▶ _TO DO_
Lines below that include "edges" are the answer; copy each one.

▶ _Records from a collection_
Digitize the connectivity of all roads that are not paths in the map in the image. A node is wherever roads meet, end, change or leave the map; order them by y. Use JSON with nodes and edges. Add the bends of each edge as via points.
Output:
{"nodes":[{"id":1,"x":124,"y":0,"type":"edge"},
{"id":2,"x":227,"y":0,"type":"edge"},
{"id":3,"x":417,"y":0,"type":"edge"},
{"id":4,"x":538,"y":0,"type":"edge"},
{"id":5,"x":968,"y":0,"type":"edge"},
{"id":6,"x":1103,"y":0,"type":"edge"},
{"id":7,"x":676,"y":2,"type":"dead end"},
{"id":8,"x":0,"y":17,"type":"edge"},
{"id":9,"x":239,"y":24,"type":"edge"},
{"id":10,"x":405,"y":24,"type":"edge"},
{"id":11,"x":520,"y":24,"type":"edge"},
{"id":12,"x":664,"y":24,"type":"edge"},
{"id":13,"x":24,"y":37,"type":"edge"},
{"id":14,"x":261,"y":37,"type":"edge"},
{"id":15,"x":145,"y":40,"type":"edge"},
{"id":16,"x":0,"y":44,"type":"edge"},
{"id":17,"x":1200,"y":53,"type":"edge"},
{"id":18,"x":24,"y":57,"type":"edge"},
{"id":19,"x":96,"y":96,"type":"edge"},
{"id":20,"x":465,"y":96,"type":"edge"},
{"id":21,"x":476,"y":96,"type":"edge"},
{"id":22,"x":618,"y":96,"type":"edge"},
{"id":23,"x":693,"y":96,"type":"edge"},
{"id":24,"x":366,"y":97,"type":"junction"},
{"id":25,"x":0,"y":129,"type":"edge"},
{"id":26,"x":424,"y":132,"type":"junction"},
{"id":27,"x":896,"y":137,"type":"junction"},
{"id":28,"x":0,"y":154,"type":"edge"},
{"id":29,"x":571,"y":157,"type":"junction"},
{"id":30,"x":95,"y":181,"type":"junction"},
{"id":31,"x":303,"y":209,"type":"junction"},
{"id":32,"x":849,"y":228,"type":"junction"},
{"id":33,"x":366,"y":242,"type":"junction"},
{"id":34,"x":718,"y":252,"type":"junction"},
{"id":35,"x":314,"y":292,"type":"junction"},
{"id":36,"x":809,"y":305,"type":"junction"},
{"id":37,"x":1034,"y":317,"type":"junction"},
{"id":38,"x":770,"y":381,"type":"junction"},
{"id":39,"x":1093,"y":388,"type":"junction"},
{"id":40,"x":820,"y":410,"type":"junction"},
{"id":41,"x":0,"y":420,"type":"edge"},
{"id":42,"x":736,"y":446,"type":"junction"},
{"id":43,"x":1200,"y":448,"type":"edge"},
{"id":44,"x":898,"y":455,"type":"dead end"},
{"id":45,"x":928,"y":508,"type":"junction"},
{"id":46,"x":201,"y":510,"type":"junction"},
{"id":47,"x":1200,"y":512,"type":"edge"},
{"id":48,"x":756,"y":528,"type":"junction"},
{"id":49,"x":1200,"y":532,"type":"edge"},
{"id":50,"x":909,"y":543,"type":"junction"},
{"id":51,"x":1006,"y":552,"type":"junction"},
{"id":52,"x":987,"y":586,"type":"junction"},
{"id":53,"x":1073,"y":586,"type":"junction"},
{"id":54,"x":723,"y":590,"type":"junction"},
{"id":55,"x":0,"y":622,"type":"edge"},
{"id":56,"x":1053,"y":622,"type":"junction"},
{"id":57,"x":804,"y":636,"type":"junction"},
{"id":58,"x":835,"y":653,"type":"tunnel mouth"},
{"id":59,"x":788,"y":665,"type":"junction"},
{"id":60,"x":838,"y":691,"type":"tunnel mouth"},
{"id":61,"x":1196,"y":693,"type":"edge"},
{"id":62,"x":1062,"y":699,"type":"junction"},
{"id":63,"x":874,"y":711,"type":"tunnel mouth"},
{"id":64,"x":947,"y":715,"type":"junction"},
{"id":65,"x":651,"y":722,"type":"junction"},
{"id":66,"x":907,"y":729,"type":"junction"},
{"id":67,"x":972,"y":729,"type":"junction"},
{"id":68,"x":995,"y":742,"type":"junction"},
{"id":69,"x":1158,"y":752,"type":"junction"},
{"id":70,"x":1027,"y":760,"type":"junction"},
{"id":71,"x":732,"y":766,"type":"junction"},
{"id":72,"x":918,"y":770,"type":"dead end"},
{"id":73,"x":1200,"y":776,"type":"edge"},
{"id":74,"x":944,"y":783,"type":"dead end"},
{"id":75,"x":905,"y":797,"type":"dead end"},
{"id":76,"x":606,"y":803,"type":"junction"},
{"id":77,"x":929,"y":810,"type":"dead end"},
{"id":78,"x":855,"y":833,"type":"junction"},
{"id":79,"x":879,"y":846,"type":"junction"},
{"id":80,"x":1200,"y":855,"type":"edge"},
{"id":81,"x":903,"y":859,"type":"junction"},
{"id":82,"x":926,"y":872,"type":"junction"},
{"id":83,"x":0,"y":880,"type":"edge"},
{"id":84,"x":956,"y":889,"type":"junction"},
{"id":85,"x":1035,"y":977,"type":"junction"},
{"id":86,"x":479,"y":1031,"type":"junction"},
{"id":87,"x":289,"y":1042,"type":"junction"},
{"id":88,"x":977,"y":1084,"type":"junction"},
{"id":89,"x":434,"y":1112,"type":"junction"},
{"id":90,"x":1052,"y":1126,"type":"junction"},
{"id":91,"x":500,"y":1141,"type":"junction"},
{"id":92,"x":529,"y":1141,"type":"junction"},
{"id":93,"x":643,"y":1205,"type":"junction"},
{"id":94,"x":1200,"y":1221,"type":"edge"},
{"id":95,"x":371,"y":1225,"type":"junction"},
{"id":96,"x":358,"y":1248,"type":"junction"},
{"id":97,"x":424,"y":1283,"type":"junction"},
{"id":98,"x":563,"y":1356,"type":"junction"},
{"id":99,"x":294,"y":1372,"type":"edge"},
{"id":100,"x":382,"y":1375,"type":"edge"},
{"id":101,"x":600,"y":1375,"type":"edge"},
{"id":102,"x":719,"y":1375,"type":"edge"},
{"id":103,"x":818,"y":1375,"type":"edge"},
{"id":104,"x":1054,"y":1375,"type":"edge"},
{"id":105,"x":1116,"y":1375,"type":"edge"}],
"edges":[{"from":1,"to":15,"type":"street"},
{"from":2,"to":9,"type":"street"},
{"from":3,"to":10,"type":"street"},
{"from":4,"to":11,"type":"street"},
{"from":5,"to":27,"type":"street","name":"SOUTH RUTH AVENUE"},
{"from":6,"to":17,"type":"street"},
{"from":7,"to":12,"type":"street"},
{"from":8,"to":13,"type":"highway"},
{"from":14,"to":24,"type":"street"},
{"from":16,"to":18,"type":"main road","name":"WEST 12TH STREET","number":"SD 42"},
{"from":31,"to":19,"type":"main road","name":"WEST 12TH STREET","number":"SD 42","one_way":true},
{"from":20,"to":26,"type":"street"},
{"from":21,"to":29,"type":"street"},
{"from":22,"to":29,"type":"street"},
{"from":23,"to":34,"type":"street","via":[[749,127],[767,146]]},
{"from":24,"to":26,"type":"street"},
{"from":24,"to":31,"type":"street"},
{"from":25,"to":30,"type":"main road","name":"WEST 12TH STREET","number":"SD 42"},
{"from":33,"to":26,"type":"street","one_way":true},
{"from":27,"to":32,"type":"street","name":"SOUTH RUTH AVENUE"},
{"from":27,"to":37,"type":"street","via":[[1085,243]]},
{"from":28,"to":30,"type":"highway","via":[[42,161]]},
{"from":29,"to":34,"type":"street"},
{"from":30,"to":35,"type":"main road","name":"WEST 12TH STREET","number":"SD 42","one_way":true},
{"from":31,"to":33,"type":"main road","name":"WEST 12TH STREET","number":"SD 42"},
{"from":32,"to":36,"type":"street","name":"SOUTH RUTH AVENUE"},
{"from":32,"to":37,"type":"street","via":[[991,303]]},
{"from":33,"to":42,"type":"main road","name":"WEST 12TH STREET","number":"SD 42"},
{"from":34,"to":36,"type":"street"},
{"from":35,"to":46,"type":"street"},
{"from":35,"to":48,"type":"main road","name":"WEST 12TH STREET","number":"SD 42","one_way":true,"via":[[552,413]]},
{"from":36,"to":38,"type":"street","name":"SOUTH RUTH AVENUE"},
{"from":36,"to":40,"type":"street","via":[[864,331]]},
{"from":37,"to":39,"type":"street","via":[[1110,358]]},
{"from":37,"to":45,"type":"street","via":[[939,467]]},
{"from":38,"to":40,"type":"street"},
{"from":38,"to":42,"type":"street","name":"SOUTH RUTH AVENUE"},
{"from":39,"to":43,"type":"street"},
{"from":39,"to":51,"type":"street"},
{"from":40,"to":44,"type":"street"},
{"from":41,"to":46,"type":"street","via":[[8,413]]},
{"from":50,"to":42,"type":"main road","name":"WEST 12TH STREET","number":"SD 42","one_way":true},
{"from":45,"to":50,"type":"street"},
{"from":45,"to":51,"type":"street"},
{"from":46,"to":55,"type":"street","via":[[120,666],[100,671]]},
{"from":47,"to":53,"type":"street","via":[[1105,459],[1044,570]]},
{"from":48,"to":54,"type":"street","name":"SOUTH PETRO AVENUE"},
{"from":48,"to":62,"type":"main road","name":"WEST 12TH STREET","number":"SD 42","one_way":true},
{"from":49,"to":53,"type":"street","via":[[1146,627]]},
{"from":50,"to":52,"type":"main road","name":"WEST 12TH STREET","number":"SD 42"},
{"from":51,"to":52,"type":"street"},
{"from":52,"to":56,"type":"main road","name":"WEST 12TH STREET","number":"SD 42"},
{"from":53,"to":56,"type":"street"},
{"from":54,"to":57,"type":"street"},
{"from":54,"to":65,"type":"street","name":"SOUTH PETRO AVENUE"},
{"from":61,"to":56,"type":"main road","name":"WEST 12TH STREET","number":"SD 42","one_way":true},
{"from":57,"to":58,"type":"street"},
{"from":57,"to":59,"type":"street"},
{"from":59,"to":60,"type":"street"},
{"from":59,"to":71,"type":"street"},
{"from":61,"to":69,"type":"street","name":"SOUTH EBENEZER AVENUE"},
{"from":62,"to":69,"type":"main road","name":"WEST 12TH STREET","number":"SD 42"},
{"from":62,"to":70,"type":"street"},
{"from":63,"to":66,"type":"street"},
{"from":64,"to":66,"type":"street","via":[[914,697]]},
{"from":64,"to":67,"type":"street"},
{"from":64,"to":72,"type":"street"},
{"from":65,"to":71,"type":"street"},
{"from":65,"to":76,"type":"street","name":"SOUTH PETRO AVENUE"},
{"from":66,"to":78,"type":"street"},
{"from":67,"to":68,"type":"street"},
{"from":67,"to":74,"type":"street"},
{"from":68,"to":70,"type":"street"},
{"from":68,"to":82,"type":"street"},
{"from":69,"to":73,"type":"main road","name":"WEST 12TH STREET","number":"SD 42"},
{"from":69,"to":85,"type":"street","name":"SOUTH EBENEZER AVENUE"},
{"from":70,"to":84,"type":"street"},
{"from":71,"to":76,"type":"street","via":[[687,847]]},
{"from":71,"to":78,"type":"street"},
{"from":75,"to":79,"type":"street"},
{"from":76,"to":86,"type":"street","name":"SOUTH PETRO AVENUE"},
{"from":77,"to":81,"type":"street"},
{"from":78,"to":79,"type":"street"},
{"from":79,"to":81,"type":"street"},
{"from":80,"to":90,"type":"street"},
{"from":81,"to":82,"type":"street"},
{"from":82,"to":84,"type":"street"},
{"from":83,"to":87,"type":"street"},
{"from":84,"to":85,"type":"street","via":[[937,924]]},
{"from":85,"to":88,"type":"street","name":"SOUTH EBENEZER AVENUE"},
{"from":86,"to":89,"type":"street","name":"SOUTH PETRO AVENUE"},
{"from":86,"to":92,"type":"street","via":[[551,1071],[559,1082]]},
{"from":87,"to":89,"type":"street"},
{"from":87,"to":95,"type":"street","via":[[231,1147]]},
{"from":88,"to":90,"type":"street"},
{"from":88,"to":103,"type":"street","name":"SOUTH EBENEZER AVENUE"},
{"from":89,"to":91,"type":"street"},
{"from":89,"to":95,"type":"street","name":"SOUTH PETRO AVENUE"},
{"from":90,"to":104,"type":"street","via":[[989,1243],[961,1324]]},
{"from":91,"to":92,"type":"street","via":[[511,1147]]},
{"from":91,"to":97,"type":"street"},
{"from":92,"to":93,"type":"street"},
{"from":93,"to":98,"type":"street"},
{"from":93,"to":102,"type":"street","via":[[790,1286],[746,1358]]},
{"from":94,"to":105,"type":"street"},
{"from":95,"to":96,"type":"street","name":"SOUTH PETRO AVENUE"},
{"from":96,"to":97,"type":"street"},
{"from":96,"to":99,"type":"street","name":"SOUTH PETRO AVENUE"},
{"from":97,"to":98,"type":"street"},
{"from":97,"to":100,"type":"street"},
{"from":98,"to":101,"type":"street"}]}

▶ _RESPONSE_
Digitize the connectivity of all roads that are not paths in the map in the image. A node is wherever roads meet, end, change or leave the map; order them by y. Use JSON with nodes and edges. Add the bends of each edge as via points.
"edges":[{"from":1,"to":15,"type":"street"},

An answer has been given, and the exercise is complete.